Here is just a sampling of what some schools around the country have already publicized:
At California State University Chico, family members can take part in a virtual tasting event hosted by local vintners and farmers by purchasing a tasting box in advance and interacting in a live discussion. Cheers to that clever thinking!
Virginia Wesleyan University is offering prizes to family members and alumni who decorate their office in Marlin Pride and post pictures on social media, along with eSports competitions and a Chili Cook-Off.
Colorado State University is challenging students and alumni to participate in a Campus Photo Hunt by either snagging selfies at 10 spots around campus or posting pictures on social media from when a participant was a student there.
Kansas State University will host a virtual Family Day this Saturday, Sept. 12 and they are also offering a unique way to give back with their "FILL"-anthropy event. They are posting wish lists and giving pages for their Career Closet and Cat’s Cupboard, two student success initiatives that gather clothing, food and hygiene items to stock their campus food pantry and business/professional attire gifting closet.
The University of Dayton will be inviting participants ages 13 and up to show off their detective skills and register for an interactive virtual Murder Mystery experience, where everyone involved will play a part.
Murray State University is challenging participants to “recreate” an old family photo, with poses, outfits and facial expressions as close to the original as possible. Groups will try to gather the same family members who are in the original photo (or substitute their current Racer Family!) and video themselves getting into the same position as the original photo. Videos will be posted to their social media platforms with the tag #RacerFamilyRewind.
This week is Texas Christian University's virtual Horned Frog Family Week (replacing their traditional fall Family Weekend). Among other fun activities, family members and students can watch a free comedic conversation with actress Tiffany Haddish, and they can also upload a family photo — the school will replace the background with a TCU scene and return it so parents can feel like they actually visited campus. The school's event coordinators are thrilled with virtual participation so far: "We have almost 1,200 people on our email list who receive our content by email daily, plus our audience is tuning in through social media and directly through the website.
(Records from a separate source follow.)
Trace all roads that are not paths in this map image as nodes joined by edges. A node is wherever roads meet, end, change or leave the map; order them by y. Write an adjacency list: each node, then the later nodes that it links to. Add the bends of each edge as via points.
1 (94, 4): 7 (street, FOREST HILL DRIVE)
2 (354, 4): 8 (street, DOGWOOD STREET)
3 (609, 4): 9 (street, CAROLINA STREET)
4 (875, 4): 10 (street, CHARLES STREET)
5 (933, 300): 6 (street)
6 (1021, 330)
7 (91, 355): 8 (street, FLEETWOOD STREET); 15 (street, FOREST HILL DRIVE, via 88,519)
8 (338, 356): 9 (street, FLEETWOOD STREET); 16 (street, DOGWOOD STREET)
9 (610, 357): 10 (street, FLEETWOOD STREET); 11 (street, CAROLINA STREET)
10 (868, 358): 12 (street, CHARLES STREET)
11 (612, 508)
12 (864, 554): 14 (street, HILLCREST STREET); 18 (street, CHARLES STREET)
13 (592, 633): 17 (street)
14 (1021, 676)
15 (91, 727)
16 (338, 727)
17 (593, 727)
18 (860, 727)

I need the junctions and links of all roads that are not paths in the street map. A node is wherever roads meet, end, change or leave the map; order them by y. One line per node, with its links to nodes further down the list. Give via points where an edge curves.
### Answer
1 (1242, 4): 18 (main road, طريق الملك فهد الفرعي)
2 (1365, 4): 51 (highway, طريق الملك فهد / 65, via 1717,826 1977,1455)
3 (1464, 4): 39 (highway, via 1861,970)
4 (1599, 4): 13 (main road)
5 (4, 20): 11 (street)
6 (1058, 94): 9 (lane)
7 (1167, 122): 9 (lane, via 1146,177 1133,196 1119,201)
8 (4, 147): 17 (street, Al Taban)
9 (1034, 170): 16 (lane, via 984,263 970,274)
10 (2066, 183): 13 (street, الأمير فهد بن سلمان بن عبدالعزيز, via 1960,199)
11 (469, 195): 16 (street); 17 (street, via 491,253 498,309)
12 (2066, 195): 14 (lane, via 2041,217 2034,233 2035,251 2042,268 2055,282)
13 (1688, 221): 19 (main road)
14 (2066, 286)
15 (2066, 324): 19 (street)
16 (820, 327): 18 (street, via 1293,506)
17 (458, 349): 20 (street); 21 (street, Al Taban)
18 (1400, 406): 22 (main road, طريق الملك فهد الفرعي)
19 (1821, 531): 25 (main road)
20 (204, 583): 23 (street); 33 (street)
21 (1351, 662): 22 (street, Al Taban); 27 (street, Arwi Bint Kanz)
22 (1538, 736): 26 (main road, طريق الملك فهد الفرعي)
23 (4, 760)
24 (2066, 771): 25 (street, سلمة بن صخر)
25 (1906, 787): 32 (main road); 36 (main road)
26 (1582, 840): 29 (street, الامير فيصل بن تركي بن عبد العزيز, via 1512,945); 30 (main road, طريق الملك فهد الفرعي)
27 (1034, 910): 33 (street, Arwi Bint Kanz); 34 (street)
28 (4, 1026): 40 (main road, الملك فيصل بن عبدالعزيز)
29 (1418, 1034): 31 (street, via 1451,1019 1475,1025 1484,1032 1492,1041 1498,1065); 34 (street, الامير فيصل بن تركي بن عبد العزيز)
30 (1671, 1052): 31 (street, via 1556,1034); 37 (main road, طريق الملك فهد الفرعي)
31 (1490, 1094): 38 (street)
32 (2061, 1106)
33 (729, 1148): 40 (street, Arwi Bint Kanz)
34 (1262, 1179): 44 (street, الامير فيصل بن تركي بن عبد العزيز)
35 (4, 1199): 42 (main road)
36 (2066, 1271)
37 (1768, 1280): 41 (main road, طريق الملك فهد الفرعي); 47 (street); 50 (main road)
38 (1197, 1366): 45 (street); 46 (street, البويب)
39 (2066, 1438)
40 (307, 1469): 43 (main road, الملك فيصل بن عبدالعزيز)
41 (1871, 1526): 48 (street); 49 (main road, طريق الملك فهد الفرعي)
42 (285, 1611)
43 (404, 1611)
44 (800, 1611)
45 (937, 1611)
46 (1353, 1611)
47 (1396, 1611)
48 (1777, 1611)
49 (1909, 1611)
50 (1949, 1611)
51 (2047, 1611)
Our reach seems to be more vast than an in-person event!"
So whether your college student is attending classes from the comfort of their bedroom at home, or from a dorm room several states away, embrace a virtual Family Weekend as an opportunity to learn more about their school, create a deeper connection to that community, save some money (which doesn’t happen often during the college years), and bond a little closer with your child.
And remember that a college Virtual Family Weekend 2020 t-shirt could likely be a collector’s item someday.